Start of RECORDED INFORMATION

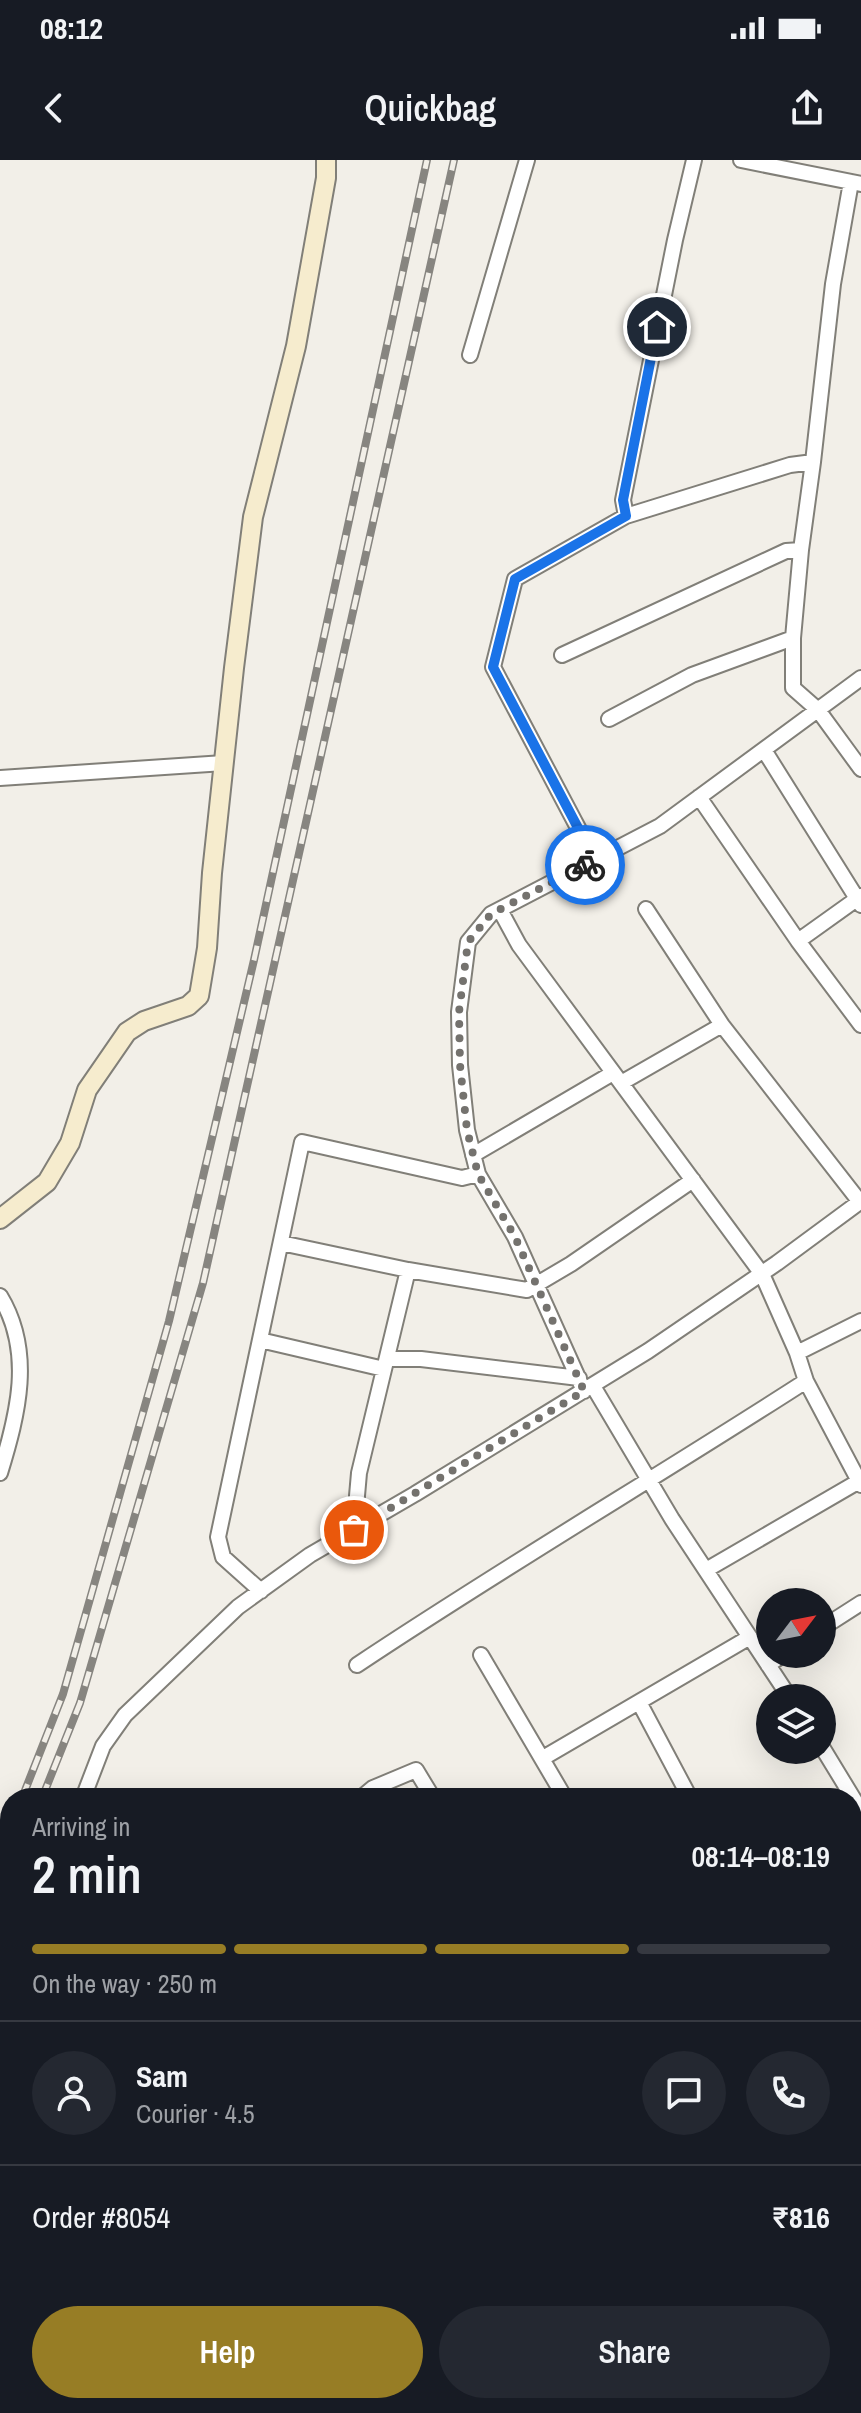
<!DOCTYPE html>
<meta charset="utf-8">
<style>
:root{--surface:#171b24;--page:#242831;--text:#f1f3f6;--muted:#9ea1a6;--line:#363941;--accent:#977d25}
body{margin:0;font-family:"Archivo Narrow",sans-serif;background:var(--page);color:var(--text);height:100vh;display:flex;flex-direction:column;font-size:30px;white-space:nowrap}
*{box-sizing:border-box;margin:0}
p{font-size:26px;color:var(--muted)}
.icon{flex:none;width:44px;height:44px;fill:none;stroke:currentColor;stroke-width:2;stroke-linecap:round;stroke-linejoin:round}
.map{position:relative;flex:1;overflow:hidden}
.side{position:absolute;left:0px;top:1628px;width:862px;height:626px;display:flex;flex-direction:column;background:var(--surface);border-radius:32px 32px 0 0;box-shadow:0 8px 32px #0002}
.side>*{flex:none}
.needle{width:52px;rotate:58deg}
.controls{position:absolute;left:756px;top:1428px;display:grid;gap:16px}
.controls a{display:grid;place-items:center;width:80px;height:80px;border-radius:50%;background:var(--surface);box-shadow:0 8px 32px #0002;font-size:40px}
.pin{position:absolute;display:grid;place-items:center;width:68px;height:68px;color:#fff;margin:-34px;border:4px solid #fff;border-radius:50%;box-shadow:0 2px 8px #0007}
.courier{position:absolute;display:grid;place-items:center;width:80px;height:80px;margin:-40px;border:6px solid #1a73e8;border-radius:50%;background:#fff;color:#222;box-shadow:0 2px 10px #0007}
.overview em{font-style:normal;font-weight:600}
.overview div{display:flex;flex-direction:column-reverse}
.overview{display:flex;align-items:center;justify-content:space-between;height:136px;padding:0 32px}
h1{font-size:52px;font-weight:600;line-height:60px}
.bar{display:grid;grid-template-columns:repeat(4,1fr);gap:12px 8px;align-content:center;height:96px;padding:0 32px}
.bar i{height:10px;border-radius:6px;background:var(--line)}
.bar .current{background:var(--accent)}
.bar p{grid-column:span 4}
.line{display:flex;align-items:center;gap:20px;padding:0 32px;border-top:2px solid var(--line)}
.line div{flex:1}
.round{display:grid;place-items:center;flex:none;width:84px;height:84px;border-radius:42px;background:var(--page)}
.button{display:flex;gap:16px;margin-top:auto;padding:16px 32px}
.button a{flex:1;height:92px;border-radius:48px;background:var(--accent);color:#fff;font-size:32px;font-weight:600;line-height:92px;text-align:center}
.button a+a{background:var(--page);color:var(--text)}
.status{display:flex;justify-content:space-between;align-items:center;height:56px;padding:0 40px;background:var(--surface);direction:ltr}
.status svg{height:22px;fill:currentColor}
header{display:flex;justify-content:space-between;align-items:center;height:104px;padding:0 32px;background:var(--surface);font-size:36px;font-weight:600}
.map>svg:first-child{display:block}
</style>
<div class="status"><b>08:12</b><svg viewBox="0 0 49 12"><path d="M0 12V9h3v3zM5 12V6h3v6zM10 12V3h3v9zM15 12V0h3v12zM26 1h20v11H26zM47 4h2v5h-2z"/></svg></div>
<header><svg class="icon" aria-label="back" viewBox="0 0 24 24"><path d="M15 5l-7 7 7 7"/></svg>Quickbag<svg class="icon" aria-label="share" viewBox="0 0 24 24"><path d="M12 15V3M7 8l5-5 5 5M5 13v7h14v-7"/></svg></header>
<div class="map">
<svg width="861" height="2253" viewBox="0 0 861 2253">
<rect width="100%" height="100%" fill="#f2efe8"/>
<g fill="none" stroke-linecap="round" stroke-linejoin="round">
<defs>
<path id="street" d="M741 0 861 24
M851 22 833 124 813 302 801 390 793 478V528L818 550 861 609
M470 195 527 0
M626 356 623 340 675 80 694 0
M562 495 786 391 801 390
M609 559 692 515 793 478
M764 590 861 745
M0 618 224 603
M699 637 798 781 861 865
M595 700 493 507 515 419 626 356 790 305 813 302
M646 749 722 865 860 1042
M500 750 519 785 762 1114 797 1193 806 1221 861 1325
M798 781 861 736
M621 923 722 865
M473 995 613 913
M281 1083 408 1110 527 1130 571 1104 693 1020
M0 1136C34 1192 18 1254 0 1313
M260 1180 384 1209
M797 1193 861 1161
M387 1199H421L579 1218
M593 1226 672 1359 790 1538
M584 1231 515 1077 478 1014 467 970 460 905 459 852 468 782 491 754 660 666 861 518
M354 1370 359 1313 408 1110
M706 1410 861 1320
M261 1431 223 1397 218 1377 302 982 462 1018 478 1014
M822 1468 861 1443
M481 1495 565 1638
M357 1505C504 1407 657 1317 806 1221
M768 1505 784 1494
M639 1542 690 1638
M822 1587 861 1651
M543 1598 750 1477
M83 1638 103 1586 125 1555 238 1447 310 1395 415 1334 648 1191 777 1103 861 1041
M361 1638 373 1628 416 1610 433 1638
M852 1688 861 1687
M2 1826 10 1806
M852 2089 861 2088
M852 2169 858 2180 852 2199
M400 2244 403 2253
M543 2244 547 2253
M661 2244 665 2253
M775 2244 780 2253
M46 2253 47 2244
M145 2253 146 2244
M263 2253 264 2244
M837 2253 839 2244"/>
<path id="secondary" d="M0 1059 47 1022 70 983 87 930 127 872 144 861 188 846 199 836 207 788 212 713 234 508 253 357 296 186 326 18V0
M0 1825 10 1828
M852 1841H861
M852 1948H861
M0 2181 10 2167"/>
<path id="highway" d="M0 1849 10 1852
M852 1874 861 1873
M0 1880 10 1883
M852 1910 861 1909"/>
</defs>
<use href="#street" stroke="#817f78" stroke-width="18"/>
<use href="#secondary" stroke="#817f78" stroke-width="22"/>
<use href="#highway" stroke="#cdcdcc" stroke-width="28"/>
<use href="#street" stroke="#fff" stroke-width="14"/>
<use href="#secondary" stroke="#f6ecce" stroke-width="18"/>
<use href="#highway" stroke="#e1c05a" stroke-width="24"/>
<defs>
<path id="rail" d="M22 1638 63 1534 169 1161 254 800 427 0
M42 1638 80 1543 203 1123 454 0
M0 1692 10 1667
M0 1742 10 1717"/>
</defs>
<use href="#rail" stroke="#878580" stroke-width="8"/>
<use href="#rail" stroke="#f2efe8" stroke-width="5" stroke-dasharray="15" stroke-linecap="butt"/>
</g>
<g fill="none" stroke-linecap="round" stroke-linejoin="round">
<path stroke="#74726e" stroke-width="8" stroke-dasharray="0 14.4" d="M354 1370 584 1231 515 1077 478 1014 467 970 460 905 459 852 468 782 491 754 585 705"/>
<path stroke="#1a73e8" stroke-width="10" d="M585 705 595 700 493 507 515 419 626 356 623 340 657 167"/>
</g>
</svg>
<div class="controls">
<a><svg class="needle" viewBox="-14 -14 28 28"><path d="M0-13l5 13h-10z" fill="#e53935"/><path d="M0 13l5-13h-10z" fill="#9ea1a6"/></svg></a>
<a><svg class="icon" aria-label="layers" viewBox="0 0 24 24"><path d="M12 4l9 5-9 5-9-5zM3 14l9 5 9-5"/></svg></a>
</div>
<div class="pin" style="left:354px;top:1370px;background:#ea580c"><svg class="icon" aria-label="bag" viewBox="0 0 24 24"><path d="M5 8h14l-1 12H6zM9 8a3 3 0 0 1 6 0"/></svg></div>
<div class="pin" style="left:657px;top:167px;background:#1f2937"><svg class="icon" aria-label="home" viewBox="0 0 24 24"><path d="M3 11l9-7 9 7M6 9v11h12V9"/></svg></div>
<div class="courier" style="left:585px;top:705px"><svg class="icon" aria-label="bike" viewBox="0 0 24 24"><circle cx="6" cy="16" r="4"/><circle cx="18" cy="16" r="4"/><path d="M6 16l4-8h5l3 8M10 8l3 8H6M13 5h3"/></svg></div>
<section class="side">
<div class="overview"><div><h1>2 min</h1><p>Arriving in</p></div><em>08:14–08:19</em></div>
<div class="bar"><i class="current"></i><i class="current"></i><i class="current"></i><i></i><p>On the way · 250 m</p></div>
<div class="line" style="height:144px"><a class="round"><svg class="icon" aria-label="person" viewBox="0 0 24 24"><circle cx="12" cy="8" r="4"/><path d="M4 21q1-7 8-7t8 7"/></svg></a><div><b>Sam</b><p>Courier · 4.5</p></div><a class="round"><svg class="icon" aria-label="chat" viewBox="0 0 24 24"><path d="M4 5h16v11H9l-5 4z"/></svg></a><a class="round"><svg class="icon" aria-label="phone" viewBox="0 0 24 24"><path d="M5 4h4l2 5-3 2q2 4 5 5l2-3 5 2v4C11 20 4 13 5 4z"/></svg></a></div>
<div class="line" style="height:104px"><div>Order #8054</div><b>₹816</b></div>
<div class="button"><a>Help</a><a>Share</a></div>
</section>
</div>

End of RECORDED INFORMATION

WHAT YOU WILL DO:
Each line holding "controls" should be copied from the material above.

RESPONSE TO THE TASK:
.controls{position:absolute;left:756px;top:1428px;display:grid;gap:16px}
.controls a{display:grid;place-items:center;width:80px;height:80px;border-radius:50%;background:var(--surface);box-shadow:0 8px 32px #0002;font-size:40px}
<div class="controls">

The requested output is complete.